Bonus: my dad flew DC-3's :-) He had nothing but good things to say about
them.

------
Stratoscope
I still remember my first time.

I was a freshman at Caltech in 1969, and my friends and I were looking for
something to do.

We could go to downtown LA for a Chinese dinner, or to Tijuana to see if we
could get into Mexico. Didn't work the last time: the border guard said "Hair
too long. Go back!"

Or maybe we could visit Pomona College to try to meet some of the young ladies
there.

That seemed unlikely, so a trip to LAX it was. We'd heard that the first 747
was there.

We dropped some fake psilocybin and made our way to the airport. No one minded
that we were dressed like hippies and acting a bit odd, they were happy to
give us a tour of the 747. It was the most awesome airplane in the world!

------
jsanford
Joe Sutter, lead engineer and PM for the 747, wrote a nice autobiography "747:
Creating the World's First Jumbo Jet"

[https://www.amazon.com/dp/0060882425/](https://www.amazon.com/dp/0060882425/)

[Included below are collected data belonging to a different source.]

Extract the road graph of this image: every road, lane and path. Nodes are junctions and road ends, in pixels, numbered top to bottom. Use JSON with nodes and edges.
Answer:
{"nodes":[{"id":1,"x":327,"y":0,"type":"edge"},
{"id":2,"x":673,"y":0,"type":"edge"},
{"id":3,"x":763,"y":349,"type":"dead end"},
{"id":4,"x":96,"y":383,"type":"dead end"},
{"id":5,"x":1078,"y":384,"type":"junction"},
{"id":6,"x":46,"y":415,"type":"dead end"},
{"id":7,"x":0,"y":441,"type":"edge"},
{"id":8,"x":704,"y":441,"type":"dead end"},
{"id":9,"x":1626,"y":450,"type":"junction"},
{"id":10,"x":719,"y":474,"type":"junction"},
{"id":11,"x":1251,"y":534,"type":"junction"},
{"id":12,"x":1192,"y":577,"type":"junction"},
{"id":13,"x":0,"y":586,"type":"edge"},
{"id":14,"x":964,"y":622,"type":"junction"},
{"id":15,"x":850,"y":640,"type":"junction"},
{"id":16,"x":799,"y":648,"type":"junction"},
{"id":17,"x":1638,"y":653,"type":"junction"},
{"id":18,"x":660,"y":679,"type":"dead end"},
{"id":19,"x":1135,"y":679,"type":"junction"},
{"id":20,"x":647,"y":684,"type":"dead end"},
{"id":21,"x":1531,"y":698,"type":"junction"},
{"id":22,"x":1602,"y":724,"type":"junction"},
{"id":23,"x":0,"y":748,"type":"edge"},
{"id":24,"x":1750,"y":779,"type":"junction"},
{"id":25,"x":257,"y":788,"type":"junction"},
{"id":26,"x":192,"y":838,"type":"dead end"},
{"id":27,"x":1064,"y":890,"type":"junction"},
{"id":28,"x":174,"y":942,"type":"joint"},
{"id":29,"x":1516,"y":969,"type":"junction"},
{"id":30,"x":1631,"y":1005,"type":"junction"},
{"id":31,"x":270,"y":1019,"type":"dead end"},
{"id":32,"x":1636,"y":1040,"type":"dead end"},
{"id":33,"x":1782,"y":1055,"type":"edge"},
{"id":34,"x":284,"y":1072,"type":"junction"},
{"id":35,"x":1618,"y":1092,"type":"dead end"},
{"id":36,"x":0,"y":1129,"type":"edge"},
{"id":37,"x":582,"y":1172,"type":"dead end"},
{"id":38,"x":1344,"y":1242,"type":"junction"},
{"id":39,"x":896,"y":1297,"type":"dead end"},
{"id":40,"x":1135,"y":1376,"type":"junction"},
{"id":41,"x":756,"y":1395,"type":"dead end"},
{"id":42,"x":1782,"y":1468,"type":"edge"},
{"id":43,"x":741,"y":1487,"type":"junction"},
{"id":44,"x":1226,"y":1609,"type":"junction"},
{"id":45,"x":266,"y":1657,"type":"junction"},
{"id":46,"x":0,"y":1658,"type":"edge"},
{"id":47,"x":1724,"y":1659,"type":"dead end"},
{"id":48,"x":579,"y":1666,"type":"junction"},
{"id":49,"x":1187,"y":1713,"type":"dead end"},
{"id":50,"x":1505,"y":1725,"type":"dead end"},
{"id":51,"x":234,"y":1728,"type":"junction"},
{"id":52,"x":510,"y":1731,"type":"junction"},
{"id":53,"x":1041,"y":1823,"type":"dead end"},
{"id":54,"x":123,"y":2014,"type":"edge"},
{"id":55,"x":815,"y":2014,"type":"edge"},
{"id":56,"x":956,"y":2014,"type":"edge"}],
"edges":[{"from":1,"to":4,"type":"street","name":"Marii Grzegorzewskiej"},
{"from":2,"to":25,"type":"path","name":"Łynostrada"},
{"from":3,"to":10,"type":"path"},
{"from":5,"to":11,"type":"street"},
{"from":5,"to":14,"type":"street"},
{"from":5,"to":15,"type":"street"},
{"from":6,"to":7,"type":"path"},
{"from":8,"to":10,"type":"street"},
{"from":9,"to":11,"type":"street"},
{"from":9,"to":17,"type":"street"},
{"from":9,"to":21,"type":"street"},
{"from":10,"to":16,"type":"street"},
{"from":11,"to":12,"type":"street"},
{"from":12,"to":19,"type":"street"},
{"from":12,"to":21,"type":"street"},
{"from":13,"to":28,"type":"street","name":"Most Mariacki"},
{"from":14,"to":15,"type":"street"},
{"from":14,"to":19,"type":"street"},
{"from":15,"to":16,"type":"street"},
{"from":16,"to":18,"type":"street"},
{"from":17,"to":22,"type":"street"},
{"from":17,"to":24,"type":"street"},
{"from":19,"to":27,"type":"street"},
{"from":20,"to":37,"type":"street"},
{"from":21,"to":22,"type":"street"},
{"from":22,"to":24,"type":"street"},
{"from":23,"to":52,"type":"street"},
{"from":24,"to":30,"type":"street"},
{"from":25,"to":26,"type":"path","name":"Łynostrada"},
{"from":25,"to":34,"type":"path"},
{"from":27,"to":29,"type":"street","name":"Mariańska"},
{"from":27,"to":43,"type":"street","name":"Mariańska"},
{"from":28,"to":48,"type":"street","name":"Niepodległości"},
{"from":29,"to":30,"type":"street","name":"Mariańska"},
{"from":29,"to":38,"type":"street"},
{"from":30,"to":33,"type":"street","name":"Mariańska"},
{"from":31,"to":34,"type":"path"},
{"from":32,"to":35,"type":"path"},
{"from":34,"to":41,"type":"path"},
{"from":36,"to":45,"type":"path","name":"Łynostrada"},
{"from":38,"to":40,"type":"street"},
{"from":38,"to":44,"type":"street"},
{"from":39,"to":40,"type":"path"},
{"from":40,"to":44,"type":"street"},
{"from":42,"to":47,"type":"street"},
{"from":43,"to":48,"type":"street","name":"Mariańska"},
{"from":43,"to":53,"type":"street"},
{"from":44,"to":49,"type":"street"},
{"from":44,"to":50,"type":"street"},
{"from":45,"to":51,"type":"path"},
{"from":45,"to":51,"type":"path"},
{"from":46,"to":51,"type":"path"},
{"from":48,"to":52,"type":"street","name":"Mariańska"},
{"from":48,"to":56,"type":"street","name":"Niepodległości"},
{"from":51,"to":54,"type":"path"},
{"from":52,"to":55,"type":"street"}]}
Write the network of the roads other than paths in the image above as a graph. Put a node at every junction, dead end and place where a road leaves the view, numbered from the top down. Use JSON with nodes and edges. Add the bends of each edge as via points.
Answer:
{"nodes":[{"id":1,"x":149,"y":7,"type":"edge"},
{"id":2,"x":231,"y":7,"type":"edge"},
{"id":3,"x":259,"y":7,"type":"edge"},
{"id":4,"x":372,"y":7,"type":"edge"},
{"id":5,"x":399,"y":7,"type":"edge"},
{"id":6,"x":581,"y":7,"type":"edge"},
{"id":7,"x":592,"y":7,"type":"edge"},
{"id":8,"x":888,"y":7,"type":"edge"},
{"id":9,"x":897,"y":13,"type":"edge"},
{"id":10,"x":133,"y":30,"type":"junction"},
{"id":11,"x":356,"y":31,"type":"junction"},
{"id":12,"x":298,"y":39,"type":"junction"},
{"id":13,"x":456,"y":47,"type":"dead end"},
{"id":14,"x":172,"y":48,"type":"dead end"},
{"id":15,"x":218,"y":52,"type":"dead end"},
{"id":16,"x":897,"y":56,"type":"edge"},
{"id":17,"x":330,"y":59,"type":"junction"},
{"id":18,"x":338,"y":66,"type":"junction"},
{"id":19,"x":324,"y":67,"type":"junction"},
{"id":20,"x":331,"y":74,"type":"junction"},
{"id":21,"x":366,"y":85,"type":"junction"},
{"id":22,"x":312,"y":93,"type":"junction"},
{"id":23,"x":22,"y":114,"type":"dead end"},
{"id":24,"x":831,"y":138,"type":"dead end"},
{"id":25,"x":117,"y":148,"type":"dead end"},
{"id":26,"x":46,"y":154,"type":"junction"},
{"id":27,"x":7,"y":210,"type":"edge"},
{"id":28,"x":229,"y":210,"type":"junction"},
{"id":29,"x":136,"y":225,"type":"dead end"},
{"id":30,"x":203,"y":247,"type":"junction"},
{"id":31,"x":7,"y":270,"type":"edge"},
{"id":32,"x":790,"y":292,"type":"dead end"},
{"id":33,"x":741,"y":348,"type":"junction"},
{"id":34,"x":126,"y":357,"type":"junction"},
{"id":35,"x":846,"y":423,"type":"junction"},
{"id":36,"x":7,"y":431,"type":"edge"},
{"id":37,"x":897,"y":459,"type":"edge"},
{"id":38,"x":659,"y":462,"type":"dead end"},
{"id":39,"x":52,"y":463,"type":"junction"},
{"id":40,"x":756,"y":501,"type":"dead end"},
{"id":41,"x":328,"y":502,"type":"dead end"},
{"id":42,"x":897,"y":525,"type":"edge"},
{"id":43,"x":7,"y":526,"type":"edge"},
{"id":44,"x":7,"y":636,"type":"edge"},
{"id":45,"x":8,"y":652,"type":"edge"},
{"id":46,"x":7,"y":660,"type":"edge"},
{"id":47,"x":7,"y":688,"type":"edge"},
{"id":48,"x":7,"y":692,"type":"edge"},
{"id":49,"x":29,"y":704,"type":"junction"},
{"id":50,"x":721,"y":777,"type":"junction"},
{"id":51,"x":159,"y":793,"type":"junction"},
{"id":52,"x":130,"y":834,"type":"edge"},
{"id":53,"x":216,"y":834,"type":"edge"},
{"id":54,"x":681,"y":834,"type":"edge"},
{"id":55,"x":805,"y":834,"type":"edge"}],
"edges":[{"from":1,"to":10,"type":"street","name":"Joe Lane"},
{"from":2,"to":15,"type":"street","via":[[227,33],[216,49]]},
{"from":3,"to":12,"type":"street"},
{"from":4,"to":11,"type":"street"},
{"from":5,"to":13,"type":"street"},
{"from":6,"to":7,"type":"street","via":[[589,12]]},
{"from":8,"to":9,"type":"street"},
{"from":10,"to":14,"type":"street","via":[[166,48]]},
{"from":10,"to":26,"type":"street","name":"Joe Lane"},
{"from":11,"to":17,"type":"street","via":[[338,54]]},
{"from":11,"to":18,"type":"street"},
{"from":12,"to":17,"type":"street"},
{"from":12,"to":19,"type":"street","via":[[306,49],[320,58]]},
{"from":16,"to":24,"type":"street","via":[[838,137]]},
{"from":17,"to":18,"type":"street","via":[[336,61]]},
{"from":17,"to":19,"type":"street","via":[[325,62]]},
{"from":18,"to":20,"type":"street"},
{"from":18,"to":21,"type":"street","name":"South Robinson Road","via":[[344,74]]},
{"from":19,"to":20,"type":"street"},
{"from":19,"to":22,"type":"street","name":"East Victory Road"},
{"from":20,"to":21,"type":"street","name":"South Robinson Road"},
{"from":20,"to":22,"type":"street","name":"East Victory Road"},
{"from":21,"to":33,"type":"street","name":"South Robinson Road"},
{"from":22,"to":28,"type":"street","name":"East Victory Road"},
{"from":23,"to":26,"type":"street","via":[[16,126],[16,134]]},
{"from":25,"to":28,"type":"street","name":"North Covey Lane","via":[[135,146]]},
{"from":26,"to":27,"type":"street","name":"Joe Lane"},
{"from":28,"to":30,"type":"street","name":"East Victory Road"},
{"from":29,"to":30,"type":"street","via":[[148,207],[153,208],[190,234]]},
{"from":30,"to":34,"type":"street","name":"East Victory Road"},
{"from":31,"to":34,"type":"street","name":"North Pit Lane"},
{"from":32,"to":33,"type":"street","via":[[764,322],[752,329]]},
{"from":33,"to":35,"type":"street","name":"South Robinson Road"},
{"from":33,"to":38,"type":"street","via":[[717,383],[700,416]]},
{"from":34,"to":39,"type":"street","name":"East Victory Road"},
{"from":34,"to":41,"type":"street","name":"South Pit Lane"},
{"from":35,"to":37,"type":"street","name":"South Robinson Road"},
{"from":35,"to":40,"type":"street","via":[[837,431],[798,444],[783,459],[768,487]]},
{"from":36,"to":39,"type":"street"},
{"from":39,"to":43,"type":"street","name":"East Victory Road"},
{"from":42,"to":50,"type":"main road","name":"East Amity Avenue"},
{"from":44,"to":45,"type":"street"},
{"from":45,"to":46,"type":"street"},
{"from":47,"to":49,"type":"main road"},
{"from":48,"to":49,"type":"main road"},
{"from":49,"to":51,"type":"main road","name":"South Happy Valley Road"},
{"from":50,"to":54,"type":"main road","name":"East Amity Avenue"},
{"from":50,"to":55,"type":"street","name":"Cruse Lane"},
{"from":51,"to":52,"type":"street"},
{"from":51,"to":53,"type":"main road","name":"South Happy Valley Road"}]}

[https://www.goodreads.com/book/show/1267151.747](https://www.goodreads.com/book/show/1267151.747)

The considerations for redundancy, safety, and testing for these huge
passenger jets is quite striking compared to, say, the Skunkworks book.

Recommended.

------
pcurve
Boeing is still selling 747-8, but most are sold as freight variant. It hasn't
sold a single 747-8 passenger variant to major carrier in 5 years.

[https://en.wikipedia.org/wiki/Boeing_747-8#747-8_Intercontin...](https://en.wikipedia.org/wiki/Boeing_747-8#747-8_Intercontinenta)

But the death of 4 engine plane trend continues even for A380.
[https://en.wikipedia.org/wiki/List_of_Airbus_A380_orders_and...](https://en.wikipedia.org/wiki/List_of_Airbus_A380_orders_and_deliveries)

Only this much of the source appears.